Pantau Flash
No market data
HOME  ⁄  Nasional

Totok Hedisantosa Desak Penguatan Cybersecurity: Puncak Transaksi Nataru Harus Tanpa Kebocoran Data

Oleh Aditya Yohan
SHARE   :

Totok Hedisantosa Desak Penguatan Cybersecurity: Puncak Transaksi Nataru Harus Tanpa Kebocoran Data
Foto: (Sumber : Foto bersama Tim Kunjungan Spesifik usai pertemuan di Badung, Bali, Jumat (5/12/2025). Foto: Nadya/vel.)

Pantau – Menjelang puncak transaksi Natal dan Tahun Baru (Nataru), Komisi VI DPR RI menekankan pentingnya penguatan keamanan siber guna melindungi data digital masyarakat. Ancaman terhadap pencurian data semakin meningkat, dan oleh karena itu, Himpunan Bank Milik Negara (Himbara) diminta memastikan penerapan sistem keamanan siber yang efektif dan berlapis.

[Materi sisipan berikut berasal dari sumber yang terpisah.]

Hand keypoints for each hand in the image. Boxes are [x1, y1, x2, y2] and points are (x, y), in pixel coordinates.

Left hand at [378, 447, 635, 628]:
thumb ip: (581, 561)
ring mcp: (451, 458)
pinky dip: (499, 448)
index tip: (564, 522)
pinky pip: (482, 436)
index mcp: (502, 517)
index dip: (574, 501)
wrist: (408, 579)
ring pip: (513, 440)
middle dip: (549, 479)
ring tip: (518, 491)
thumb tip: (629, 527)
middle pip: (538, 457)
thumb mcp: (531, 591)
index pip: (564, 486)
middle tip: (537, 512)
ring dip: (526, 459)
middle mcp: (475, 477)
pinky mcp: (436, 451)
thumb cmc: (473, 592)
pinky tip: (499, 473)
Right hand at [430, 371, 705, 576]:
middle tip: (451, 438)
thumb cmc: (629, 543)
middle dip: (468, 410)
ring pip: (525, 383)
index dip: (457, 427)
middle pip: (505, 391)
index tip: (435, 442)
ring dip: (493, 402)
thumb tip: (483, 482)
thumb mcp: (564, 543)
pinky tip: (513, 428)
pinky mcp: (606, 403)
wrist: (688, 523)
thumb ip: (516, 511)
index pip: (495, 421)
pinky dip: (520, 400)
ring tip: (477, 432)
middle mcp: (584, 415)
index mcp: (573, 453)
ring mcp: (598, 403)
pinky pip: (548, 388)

Keamanan Siber Jadi Prioritas Utama

Anggota Komisi VI DPR, GM Totok Hedisantosa, menegaskan bahwa kejahatan siber sering kali bergerak lebih cepat daripada perkembangan teknologi keamanan bank. Ia mengingatkan bahwa sistem keamanan siber harus diperbarui secara berkala, bukan hanya bergantung pada momen-momen tertentu seperti Nataru, untuk menghindari kebocoran data.

"Keamanan siber harus menjadi prioritas yang berkelanjutan. Kejahatan siber semakin canggih, dan sistem kita harus selalu diperbaharui untuk menghadapinya," ujar Totok.

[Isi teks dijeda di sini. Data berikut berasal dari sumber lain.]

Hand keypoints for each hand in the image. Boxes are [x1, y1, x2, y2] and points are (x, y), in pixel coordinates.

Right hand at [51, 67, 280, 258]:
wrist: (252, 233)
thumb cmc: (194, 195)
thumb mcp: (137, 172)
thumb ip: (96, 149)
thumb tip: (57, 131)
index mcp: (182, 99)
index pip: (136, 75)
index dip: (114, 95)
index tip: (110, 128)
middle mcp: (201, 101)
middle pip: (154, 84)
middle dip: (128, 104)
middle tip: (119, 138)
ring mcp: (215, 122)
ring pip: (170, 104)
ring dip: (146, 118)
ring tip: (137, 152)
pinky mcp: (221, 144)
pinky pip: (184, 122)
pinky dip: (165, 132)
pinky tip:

Edukasi Digital dan Penguatan Keamanan di Sektor Perbankan

Ketua Tim Rapat Kunspek Komisi VI, Nasim Khan, turut menambahkan pentingnya peningkatan edukasi digital kepada masyarakat. Ia juga menekankan perlunya penguatan cybersecurity di sektor perbankan, dengan fokus pada sosialisasi terkait bahaya penipuan digital seperti aplikasi palsu (APK), pencurian kode OTP dan CVV, serta phishing.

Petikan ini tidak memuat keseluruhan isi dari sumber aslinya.